Would you stop repeating what I'm saying? Just say something else.
I know it's irritating, but I just want to make sure that I understand.
- Fine.
- So you believe that your father's infidelity caused drove my mother crazy, yes.
When your mother was finally admitted, wasn't she diagnosed with bipolar disorder? In your experience, can bipolar disorder be caused by the infidelity of a spouse? No, Gina, bipolar disorder is not caused by events in a patient's life.
Events can make you feel bipolar.
No, I know that much.
That's how I felt last year when Kate was with her lover.
But no, infidelity can't make you bipolar.
You either are bipolar or you're not.
But if your wife was bipolar, it could make you want to have an affair.
Yeah, it could.
Especially if you were a doctor and your wife's mental illness made you feel inadequate, helpless, incapable of helping the person that you were closest to.

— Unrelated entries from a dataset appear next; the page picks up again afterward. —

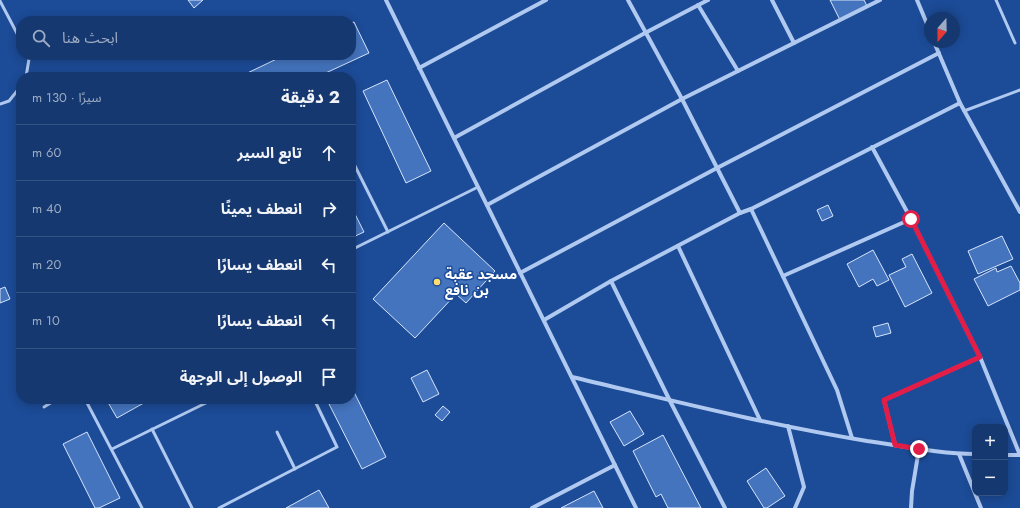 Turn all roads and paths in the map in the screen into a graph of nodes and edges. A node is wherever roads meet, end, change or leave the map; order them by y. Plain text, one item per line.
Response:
1 (386, 0) edge
2 (546, 0) edge
3 (628, 0) edge
4 (708, 0) edge
5 (772, 0) edge
6 (880, 0) edge
7 (917, 0) edge
8 (996, 0) edge
9 (0, 1) edge
10 (698, 5) junction
11 (924, 17) edge
12 (16, 31) edge
13 (645, 33) junction
14 (794, 43) junction
15 (1015, 43) dead end
16 (937, 48) edge
17 (939, 53) junction
18 (29, 60) edge
19 (420, 68) junction
20 (738, 71) junction
21 (27, 72) edge
22 (1020, 90) edge
23 (16, 92) edge
24 (682, 99) junction
25 (960, 103) junction
26 (0, 104) edge
27 (964, 111) junction
28 (454, 138) junction
29 (872, 148) junction
30 (356, 168) edge
31 (717, 168) junction
32 (478, 187) junction
33 (487, 205) junction
34 (751, 209) junction
35 (1020, 212) edge
36 (740, 213) junction
37 (911, 219) junction
38 (388, 232) junction
39 (678, 246) junction
40 (356, 248) edge
41 (520, 273) junction
42 (783, 276) junction
43 (611, 281) junction
44 (544, 320) junction
45 (980, 357) junction
46 (572, 377) junction
47 (669, 399) junction
48 (49, 404) edge
49 (88, 404) edge
50 (204, 404) edge
51 (316, 404) edge
52 (44, 407) dead end
53 (760, 420) junction
54 (788, 426) junction
55 (152, 430) junction
56 (277, 432) dead end
57 (852, 438) junction
58 (895, 445) junction
59 (112, 449) junction
60 (919, 449) junction
61 (959, 454) junction
62 (972, 454) edge
63 (1008, 454) edge
64 (1020, 454) edge
65 (615, 465) junction
66 (295, 469) junction
67 (142, 508) edge
68 (192, 508) edge
69 (219, 508) edge
70 (532, 508) edge
71 (636, 508) edge
72 (726, 508) edge
73 (795, 508) edge
74 (911, 508) edge
75 (981, 508) edge

1 - 19 street
2 - 19 street
3 - 13 street
4 - 10 street
5 - 14 street
6 - 14 street
7 - 11 street
8 - 15 lane
9 - 12 lane
10 - 13 street
10 - 20 street
13 - 24 street
13 - 28 street
14 - 20 street
16 - 17 street
17 - 25 street
17 - 31 street
18 - 21 lane
19 - 28 street
20 - 24 street
22 - 27 lane
23 - 26 lane
24 - 31 street
24 - 33 street
25 - 27 street
25 - 29 street
27 - 35 street
28 - 32 street
29 - 34 street
29 - 37 street
30 - 38 lane
31 - 36 street
31 - 41 street
32 - 33 street
32 - 38 lane
33 - 41 street
34 - 36 street
34 - 42 street
36 - 39 street
37 - 42 street
37 - 45 street
38 - 40 lane
39 - 43 street
39 - 53 street
41 - 44 street
42 - 57 street
43 - 44 street
43 - 47 street
44 - 46 street
45 - 58 street
45 - 64 street
46 - 47 street
46 - 65 street
47 - 53 street
47 - 72 street
48 - 52 lane
49 - 59 lane
50 - 55 lane
51 - 66 lane
53 - 54 street
54 - 57 street
54 - 73 street
55 - 59 lane
55 - 68 lane
56 - 66 lane
57 - 58 street
58 - 60 street
59 - 67 lane
60 - 61 street
60 - 74 street
61 - 62 street
61 - 75 street
63 - 64 street
65 - 70 street
65 - 71 street
66 - 69 lane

And since he couldn't heal her, he left her for another woman.
And he left her with me.
Do you think I'm a therapist today because I feel guilty about my inability to heal my mother? No, I don't.
Good.
I think you felt your mother's illness deeply.
And I think even as a child, you had an empathic response to suffering.

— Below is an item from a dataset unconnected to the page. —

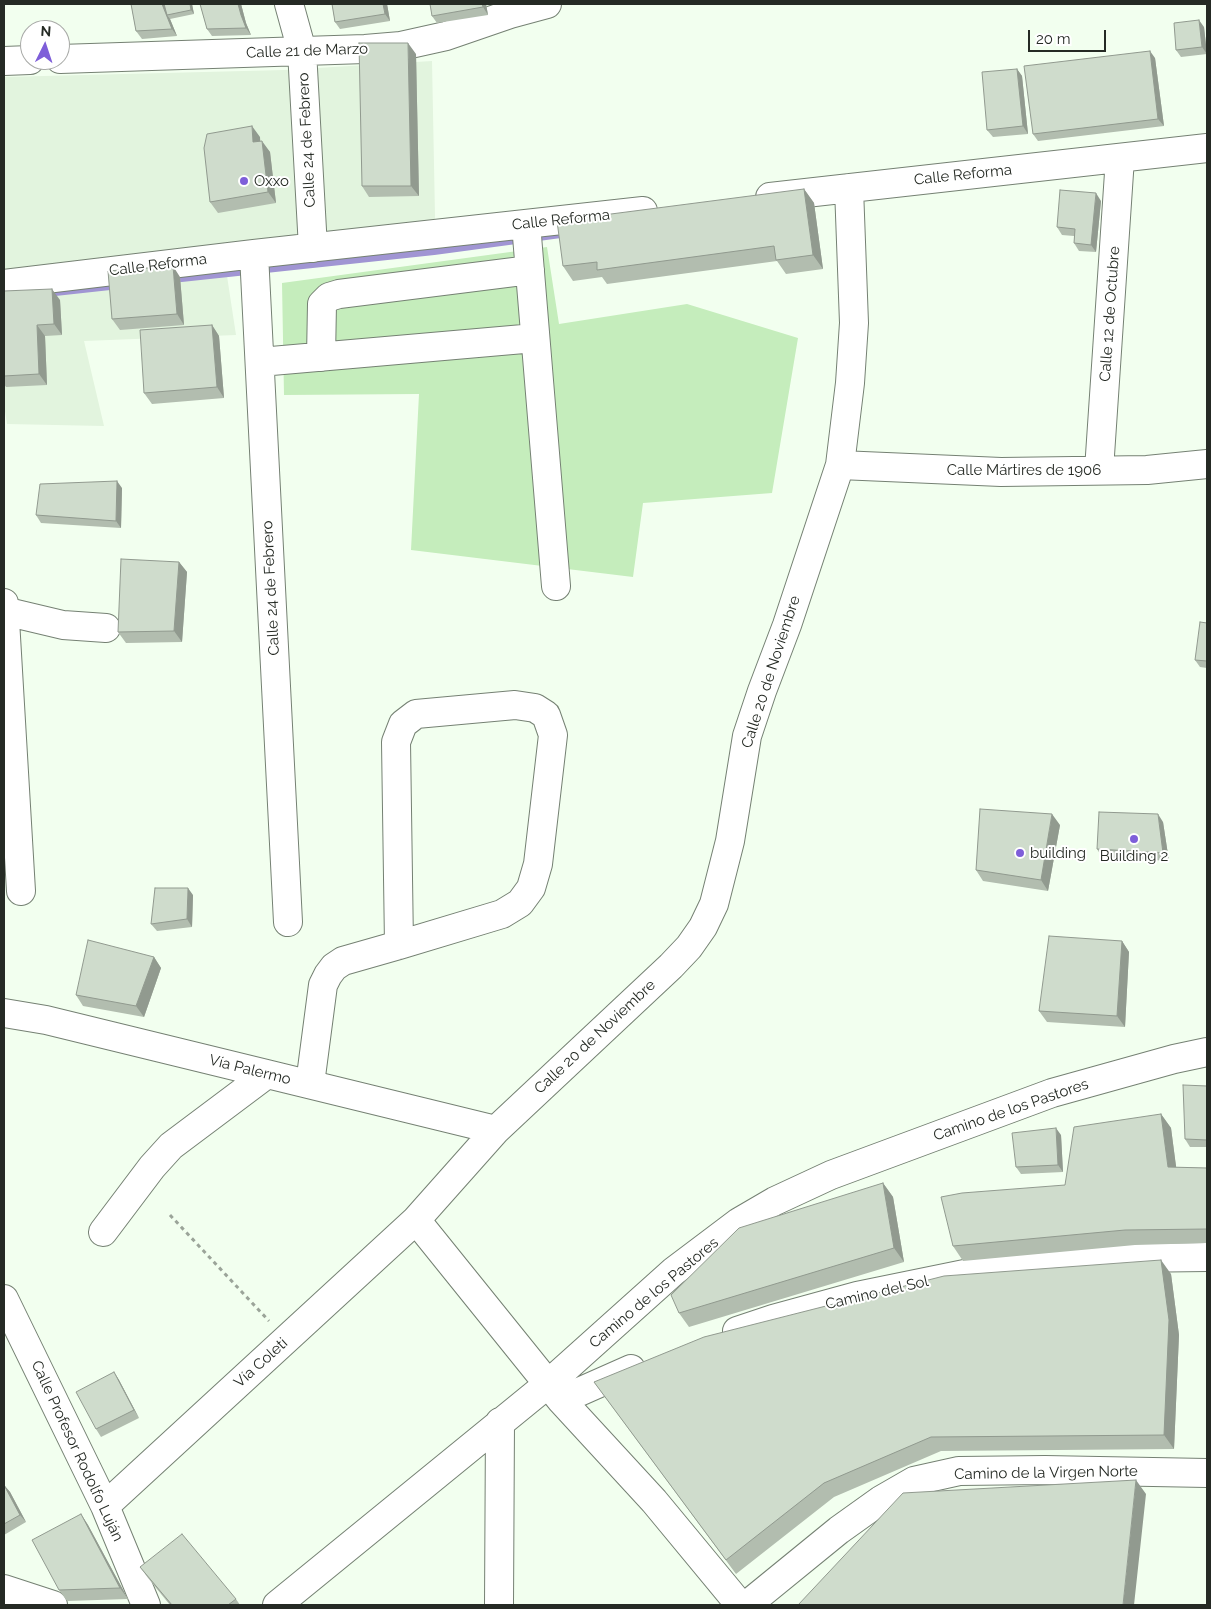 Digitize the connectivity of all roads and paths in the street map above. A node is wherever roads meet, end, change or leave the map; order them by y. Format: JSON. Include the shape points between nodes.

But you were too young and so you went to school.
You worked, you studied, you thought.
And now when people come to you, you can help them.
But you're not a therapist because you think you failed your mother.
You were a boy, Paul.
You were in the backseat.
You tried to grab her, but she was already gone.
So I have this patient Oliver.
He's a kid who's trying to survive his parents' divorce.
And it's taking everything I have not to invite him to come live with me.
I know what he needs and I want to give it to him.
It's the same with April and her cancer.
I just want to stop them all going through the windshield.
Does Oliver remind you of you? Yeah, neither of us Neither of us knows how to be around our fathers.
I mean, I have an idea, but it's the same idea I've had since I was Oliver's age.
I think of my father and he's still screwing his girlfriend and I'm still scared to death that my mother's going to die.
Only she's already dead.
And he's almost dead.
And I'm about to become the orphan I've always felt I was for 40 years.
I know you're going to do well by Oliver.
There's always hope.
Maybe the boy that you really wanna be good to is yourself.
Take me out to a ballgame.
Something like that.
Maybe what I ought to do first is Be a good son to my father.
- What would that entail? - I Don't know, just go see the man.
See how off he really is, maybe.
Read him the sports page.
Why haven't you been to see him this time? Because I'm busy I'm seeing the kids and I've got patients.
Actually the truth is I don't want to go.
He stinks and he looks like hell.
I'll probably look Look bad too when I'm about to die.
I wonder if my kids will come and see me when I'm where he is.
What if they feel about me the way I feel about him? What do they feel about you? I don't know.
They're so mad it's hard to tell how they feel.
They're mad at you, Paul? That's what they feel? And what if I'm just like him? I mean, did they feel that they had to compete with my patients for my attention? Have I too left my young son home alone with his mother? What do the kids understand about why you and Kate are divorcing? Kate and I set them down and said the divorce had nothing to do with them.
It was about a sentence longer than what my mother said to me, which was, "your father's moving out.
" I'm sure they don't understand it any more than I did.
I think I have to talk to them, you know, really talk to them.
And I should I should talk to my father too.
You know, just talk to him.
So, I've got my homework to do.
And next week we'll talk about Tammy.
- What do you mean talk about Tammy? - Goodbye, Paul.